Ayanaminn / N46Whisper

Whisper based Japanese subtitle generator
MIT License
1.59k stars 133 forks source link

英语分行标记存在问题 #46

Open SymbolicRudolf opened 1 year ago

SymbolicRudolf commented 1 year ago

选择语言为en时不能以英文据点为分行标记分割,包括is_spilt和spilt_method等设置都不能改变输出ass文件的分行;相对而言日语的分行就很明确,本问题自4.15日更新后出现,请问是否为faster-whisper的问题?

Ayanaminn commented 1 year ago

希望能提供再详细些的信息,比如何种情况下比起以前来该分割的没分割?能提供测试文件最好。因为我自己本身用不到英文转录,开发测试都是基于日语音频。
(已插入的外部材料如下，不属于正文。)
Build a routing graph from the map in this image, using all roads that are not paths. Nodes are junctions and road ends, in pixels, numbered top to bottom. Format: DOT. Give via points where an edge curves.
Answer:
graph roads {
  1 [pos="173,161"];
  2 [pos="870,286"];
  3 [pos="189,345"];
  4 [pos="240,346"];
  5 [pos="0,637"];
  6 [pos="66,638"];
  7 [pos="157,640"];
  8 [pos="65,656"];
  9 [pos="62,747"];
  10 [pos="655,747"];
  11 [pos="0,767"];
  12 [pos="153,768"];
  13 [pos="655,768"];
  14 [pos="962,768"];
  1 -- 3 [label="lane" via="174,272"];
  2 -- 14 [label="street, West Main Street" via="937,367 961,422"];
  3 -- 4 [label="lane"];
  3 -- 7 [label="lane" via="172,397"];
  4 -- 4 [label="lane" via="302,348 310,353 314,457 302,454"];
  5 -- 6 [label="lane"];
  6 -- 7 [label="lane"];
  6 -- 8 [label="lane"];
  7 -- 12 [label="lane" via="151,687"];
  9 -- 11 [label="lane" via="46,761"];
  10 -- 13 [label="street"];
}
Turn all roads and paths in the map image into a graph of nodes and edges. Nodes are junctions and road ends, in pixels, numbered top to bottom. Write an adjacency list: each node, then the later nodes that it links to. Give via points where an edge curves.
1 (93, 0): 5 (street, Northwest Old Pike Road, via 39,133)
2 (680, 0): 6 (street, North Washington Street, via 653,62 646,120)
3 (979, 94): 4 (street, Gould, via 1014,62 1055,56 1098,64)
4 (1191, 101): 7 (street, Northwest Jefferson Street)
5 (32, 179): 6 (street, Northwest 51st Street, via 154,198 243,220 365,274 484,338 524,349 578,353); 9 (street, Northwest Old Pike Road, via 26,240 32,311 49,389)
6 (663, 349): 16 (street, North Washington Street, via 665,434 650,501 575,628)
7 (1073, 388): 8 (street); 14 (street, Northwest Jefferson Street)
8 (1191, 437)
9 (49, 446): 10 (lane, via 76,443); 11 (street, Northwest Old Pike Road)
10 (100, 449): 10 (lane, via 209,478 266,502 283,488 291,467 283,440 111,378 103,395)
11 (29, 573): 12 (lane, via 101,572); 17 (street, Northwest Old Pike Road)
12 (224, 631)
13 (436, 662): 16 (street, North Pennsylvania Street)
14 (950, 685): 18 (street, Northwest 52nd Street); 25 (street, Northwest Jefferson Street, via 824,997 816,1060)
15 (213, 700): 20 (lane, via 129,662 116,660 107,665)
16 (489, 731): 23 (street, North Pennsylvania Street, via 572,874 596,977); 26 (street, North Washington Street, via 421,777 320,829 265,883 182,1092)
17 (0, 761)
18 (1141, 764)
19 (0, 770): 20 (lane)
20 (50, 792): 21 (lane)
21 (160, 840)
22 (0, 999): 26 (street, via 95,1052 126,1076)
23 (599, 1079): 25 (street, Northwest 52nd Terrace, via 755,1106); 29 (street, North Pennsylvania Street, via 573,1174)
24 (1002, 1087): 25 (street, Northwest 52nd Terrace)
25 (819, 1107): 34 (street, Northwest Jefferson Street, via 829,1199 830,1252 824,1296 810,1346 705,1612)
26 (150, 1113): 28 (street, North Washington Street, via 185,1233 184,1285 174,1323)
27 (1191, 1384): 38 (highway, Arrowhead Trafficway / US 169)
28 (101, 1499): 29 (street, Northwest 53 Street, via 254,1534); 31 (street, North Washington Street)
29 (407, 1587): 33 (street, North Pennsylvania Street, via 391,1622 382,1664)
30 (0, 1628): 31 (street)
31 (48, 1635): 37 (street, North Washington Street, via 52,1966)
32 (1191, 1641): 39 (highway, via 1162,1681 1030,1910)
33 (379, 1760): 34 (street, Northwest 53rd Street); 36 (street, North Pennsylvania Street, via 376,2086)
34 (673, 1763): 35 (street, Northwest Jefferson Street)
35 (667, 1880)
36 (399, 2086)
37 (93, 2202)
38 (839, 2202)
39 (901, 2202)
另外split这个功能本身也是针对日语才加的,对英文不起效。

SymbolicRudolf commented 1 year ago

如这样一句话: De Zerby's start at Brighton has been nothing short of spectacular, continuing the Seagulls transformation into one of the most aggressive and entertaining teams in the league, all with a simple principle at its core – possession football all over the pitch., 但在whisper生成的文件里,则是按照固定长度分开来的De Zerby's start at Brighton has been nothing short of spectacular, continuing the Seagulls / transformation into one of the most aggressive and entertaining teams in the league, all / with a simple principle at its core – possession football all over the pitch. It's a principle 这三段,也就是说whisper在识别英文时把本来按照语法连接成的1句分割成了按照固定长度短句的3行。

Ayanaminn commented 1 year ago

有可能是和beam size这个参数有关, 在换成faster-whisper之后我把这个参数定explicitly固定成5了。以前的话是默认的None.

The default beam size is 5 when using the whisper command line, but not when calling the model.transcribe method. Here the beam size defaults to None which means that greedy decoding is used.

SymbolicRudolf commented 1 year ago

感谢,已解决

NNGTHB commented 1 year ago

感谢,已解决

请问一下怎么解决的呢,能说一下步骤吗?